Your task >> Gather, from the data below, each line in which the word "roads" occurs.

□ □ □ □ □ □ □

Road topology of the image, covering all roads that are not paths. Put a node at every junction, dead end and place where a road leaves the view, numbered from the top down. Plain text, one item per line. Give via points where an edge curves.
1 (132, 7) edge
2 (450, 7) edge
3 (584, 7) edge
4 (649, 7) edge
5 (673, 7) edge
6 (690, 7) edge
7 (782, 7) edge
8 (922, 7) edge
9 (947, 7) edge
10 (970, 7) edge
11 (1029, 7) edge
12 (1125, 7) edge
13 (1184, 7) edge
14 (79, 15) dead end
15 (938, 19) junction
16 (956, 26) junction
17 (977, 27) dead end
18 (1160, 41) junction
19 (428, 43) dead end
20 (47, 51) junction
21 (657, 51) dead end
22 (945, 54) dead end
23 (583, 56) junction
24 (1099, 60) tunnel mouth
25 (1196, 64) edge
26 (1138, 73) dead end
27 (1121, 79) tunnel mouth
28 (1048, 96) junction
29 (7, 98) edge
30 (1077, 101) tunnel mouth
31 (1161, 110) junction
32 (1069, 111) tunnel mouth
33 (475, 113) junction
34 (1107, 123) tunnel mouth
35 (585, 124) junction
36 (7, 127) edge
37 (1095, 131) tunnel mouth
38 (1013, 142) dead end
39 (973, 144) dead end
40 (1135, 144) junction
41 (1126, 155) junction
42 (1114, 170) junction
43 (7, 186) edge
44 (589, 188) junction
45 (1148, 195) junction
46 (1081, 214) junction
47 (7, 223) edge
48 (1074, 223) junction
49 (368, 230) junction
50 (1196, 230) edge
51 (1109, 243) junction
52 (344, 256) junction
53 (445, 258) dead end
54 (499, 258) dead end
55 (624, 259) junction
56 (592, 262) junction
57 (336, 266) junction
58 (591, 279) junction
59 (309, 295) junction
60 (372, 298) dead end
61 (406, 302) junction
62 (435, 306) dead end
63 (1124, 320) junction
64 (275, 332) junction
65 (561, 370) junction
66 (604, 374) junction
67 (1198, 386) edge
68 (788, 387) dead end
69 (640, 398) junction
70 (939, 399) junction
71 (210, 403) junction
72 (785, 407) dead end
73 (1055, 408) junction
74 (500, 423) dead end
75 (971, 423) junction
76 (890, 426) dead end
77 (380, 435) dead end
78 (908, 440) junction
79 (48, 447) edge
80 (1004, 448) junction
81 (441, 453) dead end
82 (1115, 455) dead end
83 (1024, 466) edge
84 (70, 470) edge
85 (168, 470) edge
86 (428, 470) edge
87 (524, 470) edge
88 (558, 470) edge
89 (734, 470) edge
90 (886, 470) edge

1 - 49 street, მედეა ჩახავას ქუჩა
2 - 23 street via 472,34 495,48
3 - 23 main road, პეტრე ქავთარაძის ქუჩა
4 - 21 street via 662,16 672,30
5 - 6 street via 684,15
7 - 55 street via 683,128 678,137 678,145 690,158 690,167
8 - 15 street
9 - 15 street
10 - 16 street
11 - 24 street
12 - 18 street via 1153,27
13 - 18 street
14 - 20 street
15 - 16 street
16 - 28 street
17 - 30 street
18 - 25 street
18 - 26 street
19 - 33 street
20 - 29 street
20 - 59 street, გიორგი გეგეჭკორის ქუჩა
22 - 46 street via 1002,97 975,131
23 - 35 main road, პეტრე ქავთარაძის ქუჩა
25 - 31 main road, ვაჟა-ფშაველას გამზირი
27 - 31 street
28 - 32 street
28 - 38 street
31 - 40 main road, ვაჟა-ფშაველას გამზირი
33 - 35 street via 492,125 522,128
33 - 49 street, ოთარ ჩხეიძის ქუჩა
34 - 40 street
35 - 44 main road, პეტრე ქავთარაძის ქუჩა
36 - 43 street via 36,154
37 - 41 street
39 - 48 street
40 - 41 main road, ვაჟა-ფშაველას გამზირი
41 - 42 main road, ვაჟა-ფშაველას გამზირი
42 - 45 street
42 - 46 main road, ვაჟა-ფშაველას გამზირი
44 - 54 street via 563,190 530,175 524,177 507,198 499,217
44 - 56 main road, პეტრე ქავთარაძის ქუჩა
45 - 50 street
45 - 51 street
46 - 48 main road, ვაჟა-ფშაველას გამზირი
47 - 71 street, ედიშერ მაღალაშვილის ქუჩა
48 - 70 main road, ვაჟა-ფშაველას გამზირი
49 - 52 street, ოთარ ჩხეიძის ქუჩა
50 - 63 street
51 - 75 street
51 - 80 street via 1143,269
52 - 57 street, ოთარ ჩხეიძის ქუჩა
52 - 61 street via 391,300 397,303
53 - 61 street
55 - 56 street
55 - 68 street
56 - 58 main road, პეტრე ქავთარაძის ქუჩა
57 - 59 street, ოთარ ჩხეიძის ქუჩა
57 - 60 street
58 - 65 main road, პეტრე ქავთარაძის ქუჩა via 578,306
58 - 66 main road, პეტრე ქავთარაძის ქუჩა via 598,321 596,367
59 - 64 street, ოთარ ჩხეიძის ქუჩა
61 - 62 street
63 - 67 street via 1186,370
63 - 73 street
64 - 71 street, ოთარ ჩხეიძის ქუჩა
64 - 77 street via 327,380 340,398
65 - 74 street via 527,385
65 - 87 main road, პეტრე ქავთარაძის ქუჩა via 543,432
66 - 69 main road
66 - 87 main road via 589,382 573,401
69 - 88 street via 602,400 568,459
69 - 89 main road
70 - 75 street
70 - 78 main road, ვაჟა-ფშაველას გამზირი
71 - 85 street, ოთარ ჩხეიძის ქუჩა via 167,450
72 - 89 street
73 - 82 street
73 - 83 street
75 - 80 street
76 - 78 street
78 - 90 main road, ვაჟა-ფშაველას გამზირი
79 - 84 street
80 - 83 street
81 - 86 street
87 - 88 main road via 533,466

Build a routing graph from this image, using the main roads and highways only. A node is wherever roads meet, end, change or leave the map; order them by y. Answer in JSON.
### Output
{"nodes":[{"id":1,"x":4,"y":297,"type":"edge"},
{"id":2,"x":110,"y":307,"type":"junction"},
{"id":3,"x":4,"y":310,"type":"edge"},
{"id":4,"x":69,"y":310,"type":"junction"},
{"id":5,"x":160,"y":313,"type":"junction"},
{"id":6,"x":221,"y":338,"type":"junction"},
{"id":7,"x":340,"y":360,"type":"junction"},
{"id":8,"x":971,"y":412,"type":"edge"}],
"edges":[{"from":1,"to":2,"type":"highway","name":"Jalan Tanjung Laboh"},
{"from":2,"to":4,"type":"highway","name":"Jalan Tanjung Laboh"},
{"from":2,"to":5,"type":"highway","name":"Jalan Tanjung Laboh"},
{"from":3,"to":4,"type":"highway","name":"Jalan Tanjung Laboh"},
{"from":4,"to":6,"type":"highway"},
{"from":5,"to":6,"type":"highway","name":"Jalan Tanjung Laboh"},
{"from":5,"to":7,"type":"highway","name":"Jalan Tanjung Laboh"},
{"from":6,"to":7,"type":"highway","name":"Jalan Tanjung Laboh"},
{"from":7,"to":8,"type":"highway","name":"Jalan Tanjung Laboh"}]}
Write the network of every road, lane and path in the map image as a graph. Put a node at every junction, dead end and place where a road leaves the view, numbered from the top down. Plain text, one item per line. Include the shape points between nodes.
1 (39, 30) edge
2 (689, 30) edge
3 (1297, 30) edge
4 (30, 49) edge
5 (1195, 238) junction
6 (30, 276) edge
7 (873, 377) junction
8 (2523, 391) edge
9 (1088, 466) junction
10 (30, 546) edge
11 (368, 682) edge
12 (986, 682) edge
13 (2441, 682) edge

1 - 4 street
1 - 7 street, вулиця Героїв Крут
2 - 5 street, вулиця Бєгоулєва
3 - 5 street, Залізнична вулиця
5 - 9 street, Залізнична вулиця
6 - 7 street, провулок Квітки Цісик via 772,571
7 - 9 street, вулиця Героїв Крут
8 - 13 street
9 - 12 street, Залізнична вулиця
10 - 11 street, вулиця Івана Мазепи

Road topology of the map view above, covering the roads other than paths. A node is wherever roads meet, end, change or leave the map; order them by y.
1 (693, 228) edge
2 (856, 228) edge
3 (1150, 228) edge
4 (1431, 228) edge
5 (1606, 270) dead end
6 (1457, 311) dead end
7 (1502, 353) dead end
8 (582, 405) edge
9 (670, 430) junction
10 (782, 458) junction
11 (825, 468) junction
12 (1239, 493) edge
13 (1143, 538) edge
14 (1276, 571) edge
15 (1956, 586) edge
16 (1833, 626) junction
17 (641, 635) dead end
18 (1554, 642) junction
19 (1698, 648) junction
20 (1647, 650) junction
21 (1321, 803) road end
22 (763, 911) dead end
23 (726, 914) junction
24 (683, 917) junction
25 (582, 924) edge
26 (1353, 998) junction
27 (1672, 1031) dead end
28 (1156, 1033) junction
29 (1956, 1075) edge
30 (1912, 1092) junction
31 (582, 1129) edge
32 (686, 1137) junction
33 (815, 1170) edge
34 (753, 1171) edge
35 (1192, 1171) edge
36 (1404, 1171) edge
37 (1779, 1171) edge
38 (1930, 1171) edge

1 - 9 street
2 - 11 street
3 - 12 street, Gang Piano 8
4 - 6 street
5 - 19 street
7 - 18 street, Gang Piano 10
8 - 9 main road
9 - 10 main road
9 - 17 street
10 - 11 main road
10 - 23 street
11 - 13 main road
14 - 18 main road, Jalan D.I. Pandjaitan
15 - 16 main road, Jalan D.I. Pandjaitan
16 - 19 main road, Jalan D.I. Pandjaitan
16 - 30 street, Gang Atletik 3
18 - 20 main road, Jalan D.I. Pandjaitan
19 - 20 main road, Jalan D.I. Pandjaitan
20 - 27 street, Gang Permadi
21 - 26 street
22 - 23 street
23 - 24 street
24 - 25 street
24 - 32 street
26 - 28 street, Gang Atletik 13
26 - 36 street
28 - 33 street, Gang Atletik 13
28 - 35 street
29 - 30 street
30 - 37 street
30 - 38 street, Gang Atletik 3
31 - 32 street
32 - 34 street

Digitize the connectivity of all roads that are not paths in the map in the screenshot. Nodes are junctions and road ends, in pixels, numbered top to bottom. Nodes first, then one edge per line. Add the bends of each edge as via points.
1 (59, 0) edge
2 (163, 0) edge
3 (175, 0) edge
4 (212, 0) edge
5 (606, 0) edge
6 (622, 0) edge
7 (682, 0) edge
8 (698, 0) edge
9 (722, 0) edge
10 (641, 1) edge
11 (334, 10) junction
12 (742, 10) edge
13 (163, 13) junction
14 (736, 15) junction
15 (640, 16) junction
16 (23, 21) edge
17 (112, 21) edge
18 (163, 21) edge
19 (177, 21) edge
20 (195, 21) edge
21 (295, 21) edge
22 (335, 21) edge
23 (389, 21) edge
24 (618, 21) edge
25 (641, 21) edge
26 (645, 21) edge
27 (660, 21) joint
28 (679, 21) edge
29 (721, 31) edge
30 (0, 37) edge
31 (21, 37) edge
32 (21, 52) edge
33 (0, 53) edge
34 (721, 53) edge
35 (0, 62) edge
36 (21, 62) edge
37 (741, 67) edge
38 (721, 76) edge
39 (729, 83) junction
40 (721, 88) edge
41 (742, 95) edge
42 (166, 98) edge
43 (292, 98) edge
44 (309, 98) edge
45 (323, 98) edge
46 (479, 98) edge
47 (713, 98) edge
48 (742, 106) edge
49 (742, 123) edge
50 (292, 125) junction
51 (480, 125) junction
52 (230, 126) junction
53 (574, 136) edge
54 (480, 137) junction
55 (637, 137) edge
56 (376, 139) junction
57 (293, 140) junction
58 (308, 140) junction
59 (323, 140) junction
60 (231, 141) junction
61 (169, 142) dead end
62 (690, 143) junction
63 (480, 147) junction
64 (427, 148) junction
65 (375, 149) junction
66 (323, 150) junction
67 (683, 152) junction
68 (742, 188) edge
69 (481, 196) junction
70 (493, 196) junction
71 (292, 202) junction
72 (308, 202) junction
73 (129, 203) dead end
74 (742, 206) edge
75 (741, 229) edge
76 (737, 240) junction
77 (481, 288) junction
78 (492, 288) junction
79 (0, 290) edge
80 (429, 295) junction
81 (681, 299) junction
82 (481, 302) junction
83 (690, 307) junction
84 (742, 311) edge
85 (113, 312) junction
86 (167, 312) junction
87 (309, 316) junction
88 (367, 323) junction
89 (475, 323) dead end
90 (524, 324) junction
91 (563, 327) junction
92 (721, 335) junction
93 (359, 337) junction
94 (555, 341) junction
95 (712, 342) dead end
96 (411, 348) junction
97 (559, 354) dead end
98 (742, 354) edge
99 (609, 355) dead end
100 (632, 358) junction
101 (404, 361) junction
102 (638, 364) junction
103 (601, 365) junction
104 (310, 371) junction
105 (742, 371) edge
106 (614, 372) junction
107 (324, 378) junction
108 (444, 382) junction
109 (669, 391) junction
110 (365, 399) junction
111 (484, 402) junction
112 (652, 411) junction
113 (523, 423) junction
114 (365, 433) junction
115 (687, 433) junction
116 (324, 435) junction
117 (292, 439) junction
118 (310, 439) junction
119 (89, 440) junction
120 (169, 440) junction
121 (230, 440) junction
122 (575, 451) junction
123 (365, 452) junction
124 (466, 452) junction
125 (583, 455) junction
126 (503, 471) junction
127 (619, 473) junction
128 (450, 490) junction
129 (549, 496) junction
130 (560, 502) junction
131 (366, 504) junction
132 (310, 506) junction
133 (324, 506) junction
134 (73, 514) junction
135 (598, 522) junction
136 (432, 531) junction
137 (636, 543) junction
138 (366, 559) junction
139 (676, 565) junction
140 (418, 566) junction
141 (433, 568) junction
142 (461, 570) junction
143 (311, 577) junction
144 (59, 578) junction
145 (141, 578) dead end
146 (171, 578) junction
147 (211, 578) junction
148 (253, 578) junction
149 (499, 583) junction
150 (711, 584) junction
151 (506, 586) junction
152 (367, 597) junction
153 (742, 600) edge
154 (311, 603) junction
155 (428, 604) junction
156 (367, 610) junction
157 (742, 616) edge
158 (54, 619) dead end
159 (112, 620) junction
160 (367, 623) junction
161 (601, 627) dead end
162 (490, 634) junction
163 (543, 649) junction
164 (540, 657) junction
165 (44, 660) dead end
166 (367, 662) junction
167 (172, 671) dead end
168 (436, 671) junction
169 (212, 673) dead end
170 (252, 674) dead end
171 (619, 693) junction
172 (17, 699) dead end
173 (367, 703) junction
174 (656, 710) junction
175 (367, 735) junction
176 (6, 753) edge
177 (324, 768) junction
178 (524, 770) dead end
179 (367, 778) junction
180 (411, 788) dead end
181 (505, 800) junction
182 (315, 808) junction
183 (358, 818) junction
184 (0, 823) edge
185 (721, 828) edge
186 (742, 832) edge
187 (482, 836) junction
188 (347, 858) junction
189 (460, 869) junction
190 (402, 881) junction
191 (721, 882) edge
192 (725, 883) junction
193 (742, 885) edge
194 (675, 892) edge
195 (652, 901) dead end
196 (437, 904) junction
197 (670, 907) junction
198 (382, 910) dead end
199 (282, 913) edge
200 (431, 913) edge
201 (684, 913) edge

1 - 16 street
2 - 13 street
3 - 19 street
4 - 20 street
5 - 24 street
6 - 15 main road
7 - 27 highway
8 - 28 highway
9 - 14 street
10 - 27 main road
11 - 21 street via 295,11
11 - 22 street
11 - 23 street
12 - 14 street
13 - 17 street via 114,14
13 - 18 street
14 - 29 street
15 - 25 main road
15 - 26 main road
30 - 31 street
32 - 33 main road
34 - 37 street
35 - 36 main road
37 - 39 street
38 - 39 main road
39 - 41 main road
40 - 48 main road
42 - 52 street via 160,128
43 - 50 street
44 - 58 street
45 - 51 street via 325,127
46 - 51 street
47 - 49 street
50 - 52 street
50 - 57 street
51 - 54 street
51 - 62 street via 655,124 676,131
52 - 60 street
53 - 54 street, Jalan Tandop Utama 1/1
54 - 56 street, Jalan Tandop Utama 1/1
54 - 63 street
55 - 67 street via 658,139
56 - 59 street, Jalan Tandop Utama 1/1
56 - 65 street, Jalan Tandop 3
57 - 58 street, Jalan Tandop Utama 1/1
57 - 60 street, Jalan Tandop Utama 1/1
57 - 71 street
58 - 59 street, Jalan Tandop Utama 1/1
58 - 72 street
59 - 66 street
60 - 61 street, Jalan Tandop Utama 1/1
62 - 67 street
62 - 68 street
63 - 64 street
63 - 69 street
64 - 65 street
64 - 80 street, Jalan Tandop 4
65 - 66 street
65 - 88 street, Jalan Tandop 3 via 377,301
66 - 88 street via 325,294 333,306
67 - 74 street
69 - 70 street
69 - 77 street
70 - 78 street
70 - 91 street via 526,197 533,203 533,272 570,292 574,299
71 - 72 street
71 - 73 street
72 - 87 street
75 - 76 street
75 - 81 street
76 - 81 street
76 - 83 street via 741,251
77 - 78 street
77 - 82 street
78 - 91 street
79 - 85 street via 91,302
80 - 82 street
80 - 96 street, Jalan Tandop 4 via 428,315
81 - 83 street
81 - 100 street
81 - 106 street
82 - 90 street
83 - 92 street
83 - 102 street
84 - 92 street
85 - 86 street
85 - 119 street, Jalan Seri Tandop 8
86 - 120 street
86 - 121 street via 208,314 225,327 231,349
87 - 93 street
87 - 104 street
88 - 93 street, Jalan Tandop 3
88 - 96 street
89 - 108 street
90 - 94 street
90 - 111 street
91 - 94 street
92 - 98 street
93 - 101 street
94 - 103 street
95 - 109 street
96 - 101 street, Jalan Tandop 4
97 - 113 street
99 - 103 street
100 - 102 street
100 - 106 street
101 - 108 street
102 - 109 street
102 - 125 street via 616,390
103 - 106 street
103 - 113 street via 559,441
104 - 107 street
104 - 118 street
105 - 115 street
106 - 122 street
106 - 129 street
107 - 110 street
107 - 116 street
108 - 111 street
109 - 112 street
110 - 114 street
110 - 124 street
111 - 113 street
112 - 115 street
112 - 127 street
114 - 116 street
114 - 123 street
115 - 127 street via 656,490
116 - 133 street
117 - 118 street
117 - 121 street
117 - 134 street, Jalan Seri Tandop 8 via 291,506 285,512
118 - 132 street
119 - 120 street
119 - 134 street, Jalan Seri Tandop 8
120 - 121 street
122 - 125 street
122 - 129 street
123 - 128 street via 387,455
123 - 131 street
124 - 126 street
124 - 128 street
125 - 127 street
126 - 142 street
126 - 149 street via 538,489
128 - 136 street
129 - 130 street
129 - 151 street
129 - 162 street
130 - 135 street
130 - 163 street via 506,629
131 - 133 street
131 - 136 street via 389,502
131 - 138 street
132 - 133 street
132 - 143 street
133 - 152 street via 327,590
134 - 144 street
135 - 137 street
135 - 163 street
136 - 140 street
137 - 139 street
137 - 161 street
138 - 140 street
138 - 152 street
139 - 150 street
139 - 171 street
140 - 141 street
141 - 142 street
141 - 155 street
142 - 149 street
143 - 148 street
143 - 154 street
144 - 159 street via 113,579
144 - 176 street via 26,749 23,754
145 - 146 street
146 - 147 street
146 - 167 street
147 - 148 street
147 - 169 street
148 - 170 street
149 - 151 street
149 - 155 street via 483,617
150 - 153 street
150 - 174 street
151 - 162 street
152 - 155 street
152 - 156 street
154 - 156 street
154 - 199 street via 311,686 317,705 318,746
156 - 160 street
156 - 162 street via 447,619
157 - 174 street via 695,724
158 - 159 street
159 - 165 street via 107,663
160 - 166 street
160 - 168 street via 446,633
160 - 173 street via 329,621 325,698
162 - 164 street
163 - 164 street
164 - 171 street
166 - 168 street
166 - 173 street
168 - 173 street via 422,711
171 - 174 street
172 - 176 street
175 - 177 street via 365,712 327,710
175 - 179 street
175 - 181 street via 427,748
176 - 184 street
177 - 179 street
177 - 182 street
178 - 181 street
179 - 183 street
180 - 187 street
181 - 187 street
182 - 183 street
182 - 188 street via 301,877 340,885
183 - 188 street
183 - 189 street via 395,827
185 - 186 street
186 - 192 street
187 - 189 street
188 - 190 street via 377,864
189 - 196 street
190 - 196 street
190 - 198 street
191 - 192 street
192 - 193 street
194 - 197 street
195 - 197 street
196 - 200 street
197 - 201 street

□ □ □ □ □ □ □

Answer to the exercise >>
Road topology of the image, covering all roads that are not paths. Put a node at every junction, dead end and place where a road leaves the view, numbered from the top down. Plain text, one item per line. Give via points where an edge curves.
Build a routing graph from this image, using the main roads and highways only. A node is wherever roads meet, end, change or leave the map; order them by y. Answer in JSON.
Road topology of the map view above, covering the roads other than paths. A node is wherever roads meet, end, change or leave the map; order them by y.
Digitize the connectivity of all roads that are not paths in the map in the screenshot. Nodes are junctions and road ends, in pixels, numbered top to bottom. Nodes first, then one edge per line. Add the bends of each edge as via points.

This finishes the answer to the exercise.